Every line below that mentions the word "Golden" should be copied out.

> [Raw data]
□ □ □ □

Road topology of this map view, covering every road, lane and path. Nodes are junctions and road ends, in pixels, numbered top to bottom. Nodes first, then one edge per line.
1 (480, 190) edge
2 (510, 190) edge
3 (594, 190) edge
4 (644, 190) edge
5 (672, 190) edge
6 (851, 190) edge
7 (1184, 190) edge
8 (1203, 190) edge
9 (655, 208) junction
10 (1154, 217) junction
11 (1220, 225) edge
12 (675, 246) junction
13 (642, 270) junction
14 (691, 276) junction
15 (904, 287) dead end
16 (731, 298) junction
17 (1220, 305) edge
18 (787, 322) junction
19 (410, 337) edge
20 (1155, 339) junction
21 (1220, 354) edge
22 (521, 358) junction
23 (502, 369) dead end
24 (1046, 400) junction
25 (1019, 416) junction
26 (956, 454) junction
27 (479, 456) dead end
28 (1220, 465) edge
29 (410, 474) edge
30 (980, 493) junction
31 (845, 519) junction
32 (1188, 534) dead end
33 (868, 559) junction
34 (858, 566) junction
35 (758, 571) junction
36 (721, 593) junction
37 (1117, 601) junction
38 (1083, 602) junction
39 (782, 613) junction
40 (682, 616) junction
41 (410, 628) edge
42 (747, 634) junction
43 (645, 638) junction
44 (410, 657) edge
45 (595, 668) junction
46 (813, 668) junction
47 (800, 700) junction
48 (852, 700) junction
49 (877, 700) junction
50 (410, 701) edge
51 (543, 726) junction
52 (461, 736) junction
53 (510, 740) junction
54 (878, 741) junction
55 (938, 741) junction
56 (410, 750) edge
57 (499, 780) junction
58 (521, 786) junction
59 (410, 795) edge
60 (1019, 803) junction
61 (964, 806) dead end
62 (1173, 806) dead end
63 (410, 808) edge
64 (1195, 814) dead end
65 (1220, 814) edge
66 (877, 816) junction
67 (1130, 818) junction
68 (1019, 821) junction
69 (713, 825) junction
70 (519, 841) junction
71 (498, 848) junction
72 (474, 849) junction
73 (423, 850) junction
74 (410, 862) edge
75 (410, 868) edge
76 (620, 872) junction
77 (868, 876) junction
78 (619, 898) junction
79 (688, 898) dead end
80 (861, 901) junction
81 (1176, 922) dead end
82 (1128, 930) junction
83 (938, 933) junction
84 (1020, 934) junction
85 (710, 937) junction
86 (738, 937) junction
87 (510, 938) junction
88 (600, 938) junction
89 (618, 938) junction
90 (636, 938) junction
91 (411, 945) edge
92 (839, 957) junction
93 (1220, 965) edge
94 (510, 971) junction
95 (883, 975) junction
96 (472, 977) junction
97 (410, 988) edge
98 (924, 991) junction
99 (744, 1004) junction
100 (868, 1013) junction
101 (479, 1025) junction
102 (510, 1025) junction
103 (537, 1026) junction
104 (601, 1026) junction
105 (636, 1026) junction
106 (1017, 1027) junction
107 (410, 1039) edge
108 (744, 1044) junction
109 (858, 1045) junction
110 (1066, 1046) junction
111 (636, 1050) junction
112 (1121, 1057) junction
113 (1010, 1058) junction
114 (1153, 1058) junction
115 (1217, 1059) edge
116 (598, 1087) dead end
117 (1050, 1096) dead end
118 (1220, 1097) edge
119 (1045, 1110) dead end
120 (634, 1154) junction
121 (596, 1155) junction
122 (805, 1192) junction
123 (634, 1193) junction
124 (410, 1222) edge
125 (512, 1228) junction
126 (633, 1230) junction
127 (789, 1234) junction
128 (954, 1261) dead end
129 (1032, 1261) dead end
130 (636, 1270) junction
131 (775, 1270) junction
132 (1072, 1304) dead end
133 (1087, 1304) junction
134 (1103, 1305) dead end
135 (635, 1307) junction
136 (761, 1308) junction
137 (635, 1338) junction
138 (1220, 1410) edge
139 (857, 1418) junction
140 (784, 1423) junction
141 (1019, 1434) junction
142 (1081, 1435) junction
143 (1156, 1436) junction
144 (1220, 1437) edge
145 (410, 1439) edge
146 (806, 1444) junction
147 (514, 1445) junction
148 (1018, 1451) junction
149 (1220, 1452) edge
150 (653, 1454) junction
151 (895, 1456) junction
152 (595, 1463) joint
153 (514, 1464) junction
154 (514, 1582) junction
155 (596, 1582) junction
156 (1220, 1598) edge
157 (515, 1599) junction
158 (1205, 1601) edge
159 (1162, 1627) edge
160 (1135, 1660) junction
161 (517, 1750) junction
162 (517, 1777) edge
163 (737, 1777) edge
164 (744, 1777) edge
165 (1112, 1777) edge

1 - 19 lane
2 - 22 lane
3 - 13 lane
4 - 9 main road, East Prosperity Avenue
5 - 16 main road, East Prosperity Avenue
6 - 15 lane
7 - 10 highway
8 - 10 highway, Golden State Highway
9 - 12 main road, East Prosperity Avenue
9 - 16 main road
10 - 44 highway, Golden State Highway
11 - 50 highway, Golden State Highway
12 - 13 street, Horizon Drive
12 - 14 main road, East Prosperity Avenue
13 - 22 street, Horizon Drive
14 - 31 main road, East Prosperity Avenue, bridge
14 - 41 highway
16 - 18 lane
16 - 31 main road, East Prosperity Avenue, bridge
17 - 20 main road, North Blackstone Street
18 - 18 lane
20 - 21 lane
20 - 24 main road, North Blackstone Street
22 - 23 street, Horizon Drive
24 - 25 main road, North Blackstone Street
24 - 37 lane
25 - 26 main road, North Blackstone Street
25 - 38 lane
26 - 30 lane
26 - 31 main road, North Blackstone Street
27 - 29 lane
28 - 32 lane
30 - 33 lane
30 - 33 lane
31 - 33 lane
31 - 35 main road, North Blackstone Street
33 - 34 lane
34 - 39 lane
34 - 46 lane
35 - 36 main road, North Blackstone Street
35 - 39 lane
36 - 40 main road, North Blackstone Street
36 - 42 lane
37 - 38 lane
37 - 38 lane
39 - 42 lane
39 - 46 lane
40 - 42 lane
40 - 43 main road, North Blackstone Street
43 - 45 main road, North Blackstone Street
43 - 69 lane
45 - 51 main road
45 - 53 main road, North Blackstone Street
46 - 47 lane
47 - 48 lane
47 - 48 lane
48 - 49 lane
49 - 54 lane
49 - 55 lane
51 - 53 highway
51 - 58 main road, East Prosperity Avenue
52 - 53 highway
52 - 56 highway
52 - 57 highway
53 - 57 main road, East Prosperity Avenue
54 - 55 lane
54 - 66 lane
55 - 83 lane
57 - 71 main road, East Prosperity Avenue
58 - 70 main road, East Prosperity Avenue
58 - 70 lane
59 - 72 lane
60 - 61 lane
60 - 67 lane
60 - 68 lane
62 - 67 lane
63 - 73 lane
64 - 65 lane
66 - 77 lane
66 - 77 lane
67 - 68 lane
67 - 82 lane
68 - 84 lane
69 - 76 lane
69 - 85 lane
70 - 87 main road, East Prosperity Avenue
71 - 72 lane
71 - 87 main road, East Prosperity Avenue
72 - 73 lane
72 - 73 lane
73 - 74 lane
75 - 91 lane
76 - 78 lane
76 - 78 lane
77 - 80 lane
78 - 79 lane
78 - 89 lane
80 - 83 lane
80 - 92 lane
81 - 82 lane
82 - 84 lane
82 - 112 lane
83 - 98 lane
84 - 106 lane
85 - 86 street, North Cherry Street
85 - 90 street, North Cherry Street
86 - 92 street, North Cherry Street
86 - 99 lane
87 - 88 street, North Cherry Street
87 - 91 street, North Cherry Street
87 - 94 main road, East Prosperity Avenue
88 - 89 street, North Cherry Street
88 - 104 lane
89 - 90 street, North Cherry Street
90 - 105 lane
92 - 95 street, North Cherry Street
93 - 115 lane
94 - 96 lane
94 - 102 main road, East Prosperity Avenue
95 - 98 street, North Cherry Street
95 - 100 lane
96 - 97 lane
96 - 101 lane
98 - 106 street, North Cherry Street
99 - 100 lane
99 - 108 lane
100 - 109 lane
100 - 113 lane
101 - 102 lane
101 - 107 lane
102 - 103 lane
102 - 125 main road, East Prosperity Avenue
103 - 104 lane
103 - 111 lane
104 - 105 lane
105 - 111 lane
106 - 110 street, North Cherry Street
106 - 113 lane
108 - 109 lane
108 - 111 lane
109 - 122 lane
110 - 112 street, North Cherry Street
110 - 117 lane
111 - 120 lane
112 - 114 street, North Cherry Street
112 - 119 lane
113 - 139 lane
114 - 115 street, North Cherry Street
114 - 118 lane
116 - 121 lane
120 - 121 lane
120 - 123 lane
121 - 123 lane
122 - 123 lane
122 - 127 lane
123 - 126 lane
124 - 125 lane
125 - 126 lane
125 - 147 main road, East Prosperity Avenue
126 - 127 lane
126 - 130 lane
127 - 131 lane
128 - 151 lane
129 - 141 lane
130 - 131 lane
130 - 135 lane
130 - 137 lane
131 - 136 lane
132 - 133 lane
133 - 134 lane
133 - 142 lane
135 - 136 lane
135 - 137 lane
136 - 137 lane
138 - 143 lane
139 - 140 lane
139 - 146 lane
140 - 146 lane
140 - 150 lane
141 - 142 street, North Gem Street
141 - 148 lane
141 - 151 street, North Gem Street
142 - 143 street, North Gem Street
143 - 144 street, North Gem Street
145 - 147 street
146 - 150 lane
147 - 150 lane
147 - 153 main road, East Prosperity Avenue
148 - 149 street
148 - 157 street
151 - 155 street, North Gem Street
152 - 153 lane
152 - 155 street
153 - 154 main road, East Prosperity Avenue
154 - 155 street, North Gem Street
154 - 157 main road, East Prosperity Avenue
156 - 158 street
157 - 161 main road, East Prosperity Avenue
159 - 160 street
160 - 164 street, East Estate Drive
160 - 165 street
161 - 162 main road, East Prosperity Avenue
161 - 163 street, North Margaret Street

□ □ □ □

> [Solution below]
8 - 10 highway, Golden State Highway
10 - 44 highway, Golden State Highway
11 - 50 highway, Golden State Highway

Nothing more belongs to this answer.